• _WHAT TO WORK ON_
Leave out all pictures while repeating the records exactly and completely.

• _RECORDS SUPPLIED_
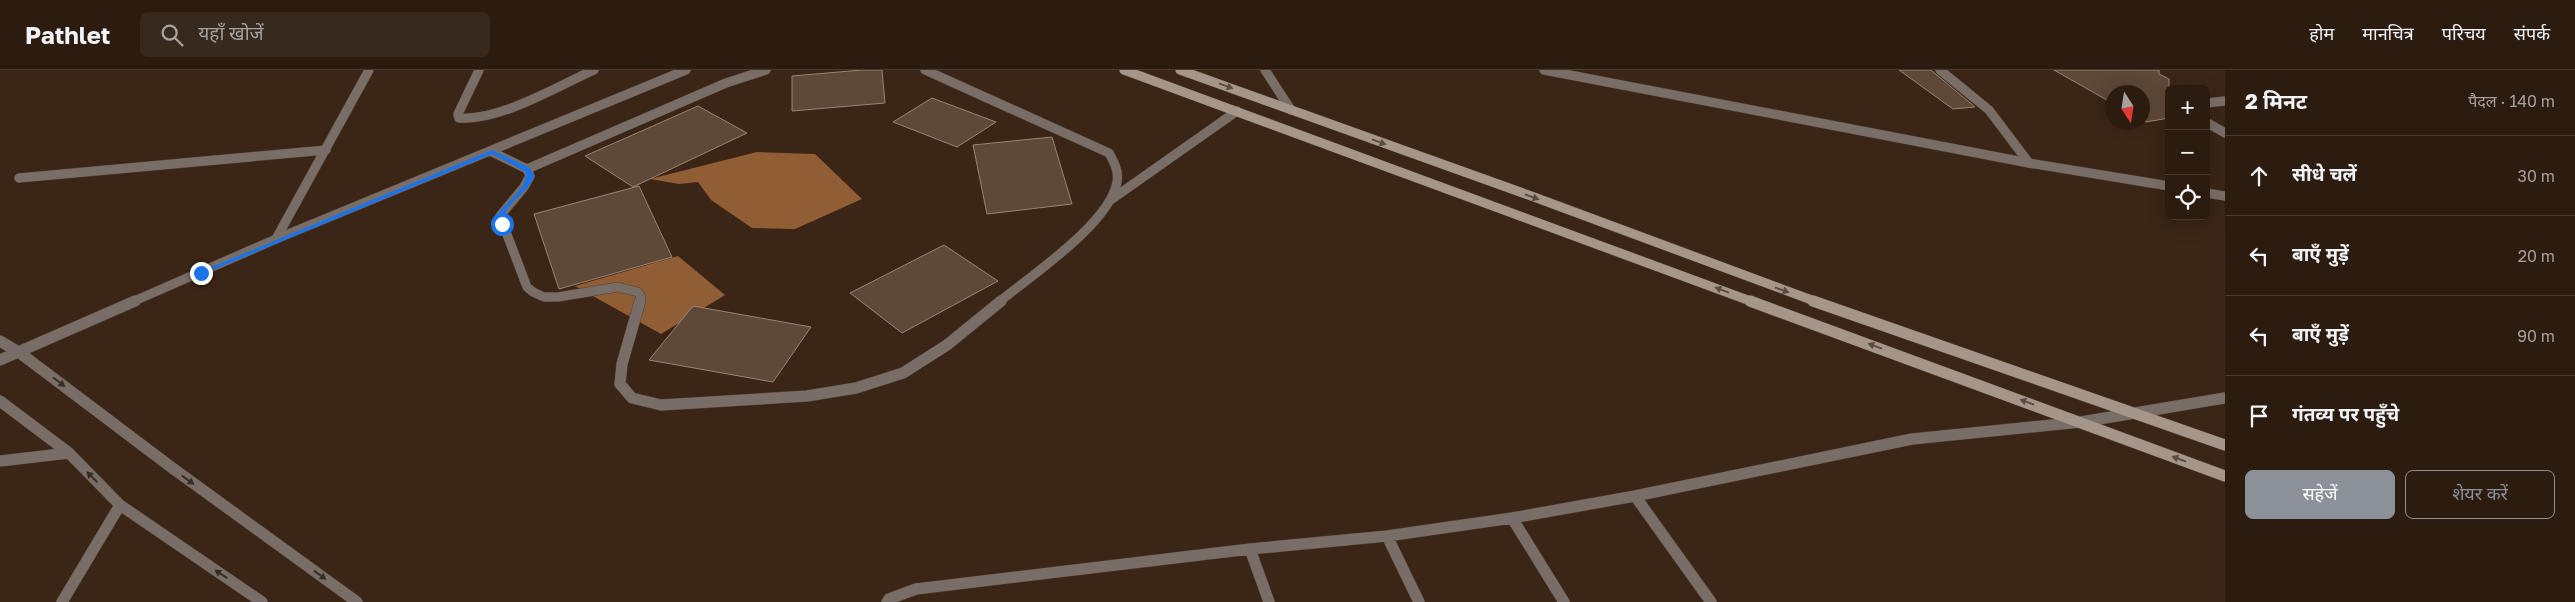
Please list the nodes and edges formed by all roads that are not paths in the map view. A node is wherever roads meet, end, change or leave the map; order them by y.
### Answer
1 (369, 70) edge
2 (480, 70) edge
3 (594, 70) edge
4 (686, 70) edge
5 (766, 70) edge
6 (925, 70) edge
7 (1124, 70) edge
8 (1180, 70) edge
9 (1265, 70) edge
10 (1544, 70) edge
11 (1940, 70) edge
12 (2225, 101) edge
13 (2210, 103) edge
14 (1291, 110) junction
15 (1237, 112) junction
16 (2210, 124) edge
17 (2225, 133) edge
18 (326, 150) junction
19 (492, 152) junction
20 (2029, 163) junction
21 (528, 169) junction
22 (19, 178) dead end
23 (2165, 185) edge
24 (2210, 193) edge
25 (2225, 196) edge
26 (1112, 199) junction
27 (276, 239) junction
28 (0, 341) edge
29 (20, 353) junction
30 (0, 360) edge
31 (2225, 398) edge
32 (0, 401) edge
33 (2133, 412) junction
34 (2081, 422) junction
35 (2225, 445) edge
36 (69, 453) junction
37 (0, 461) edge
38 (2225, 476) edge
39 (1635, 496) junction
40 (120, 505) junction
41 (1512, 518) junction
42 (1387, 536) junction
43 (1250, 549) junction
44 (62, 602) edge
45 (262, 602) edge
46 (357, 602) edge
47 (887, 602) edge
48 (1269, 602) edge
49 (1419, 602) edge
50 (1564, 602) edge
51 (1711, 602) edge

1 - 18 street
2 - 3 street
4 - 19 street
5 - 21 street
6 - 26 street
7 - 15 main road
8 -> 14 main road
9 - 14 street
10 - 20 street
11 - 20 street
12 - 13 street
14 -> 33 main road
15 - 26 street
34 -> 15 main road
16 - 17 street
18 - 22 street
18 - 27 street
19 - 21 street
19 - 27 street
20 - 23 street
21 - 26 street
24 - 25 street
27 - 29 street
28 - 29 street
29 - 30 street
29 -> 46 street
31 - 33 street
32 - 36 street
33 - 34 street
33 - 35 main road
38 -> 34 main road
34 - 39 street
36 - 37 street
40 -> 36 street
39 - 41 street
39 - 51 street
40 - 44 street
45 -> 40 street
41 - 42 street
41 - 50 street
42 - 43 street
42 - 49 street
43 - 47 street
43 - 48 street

• _RESULT OF THIS TASK_
Please list the nodes and edges formed by all roads that are not paths in the map view. A node is wherever roads meet, end, change or leave the map; order them by y.
### Answer
1 (369, 70) edge
2 (480, 70) edge
3 (594, 70) edge
4 (686, 70) edge
5 (766, 70) edge
6 (925, 70) edge
7 (1124, 70) edge
8 (1180, 70) edge
9 (1265, 70) edge
10 (1544, 70) edge
11 (1940, 70) edge
12 (2225, 101) edge
13 (2210, 103) edge
14 (1291, 110) junction
15 (1237, 112) junction
16 (2210, 124) edge
17 (2225, 133) edge
18 (326, 150) junction
19 (492, 152) junction
20 (2029, 163) junction
21 (528, 169) junction
22 (19, 178) dead end
23 (2165, 185) edge
24 (2210, 193) edge
25 (2225, 196) edge
26 (1112, 199) junction
27 (276, 239) junction
28 (0, 341) edge
29 (20, 353) junction
30 (0, 360) edge
31 (2225, 398) edge
32 (0, 401) edge
33 (2133, 412) junction
34 (2081, 422) junction
35 (2225, 445) edge
36 (69, 453) junction
37 (0, 461) edge
38 (2225, 476) edge
39 (1635, 496) junction
40 (120, 505) junction
41 (1512, 518) junction
42 (1387, 536) junction
43 (1250, 549) junction
44 (62, 602) edge
45 (262, 602) edge
46 (357, 602) edge
47 (887, 602) edge
48 (1269, 602) edge
49 (1419, 602) edge
50 (1564, 602) edge
51 (1711, 602) edge

1 - 18 street
2 - 3 street
4 - 19 street
5 - 21 street
6 - 26 street
7 - 15 main road
8 -> 14 main road
9 - 14 street
10 - 20 street
11 - 20 street
12 - 13 street
14 -> 33 main road
15 - 26 street
34 -> 15 main road
16 - 17 street
18 - 22 street
18 - 27 street
19 - 21 street
19 - 27 street
20 - 23 street
21 - 26 street
24 - 25 street
27 - 29 street
28 - 29 street
29 - 30 street
29 -> 46 street
31 - 33 street
32 - 36 street
33 - 34 street
33 - 35 main road
38 -> 34 main road
34 - 39 street
36 - 37 street
40 -> 36 street
39 - 41 street
39 - 51 street
40 - 44 street
45 -> 40 street
41 - 42 street
41 - 50 street
42 - 43 street
42 - 49 street
43 - 47 street
43 - 48 street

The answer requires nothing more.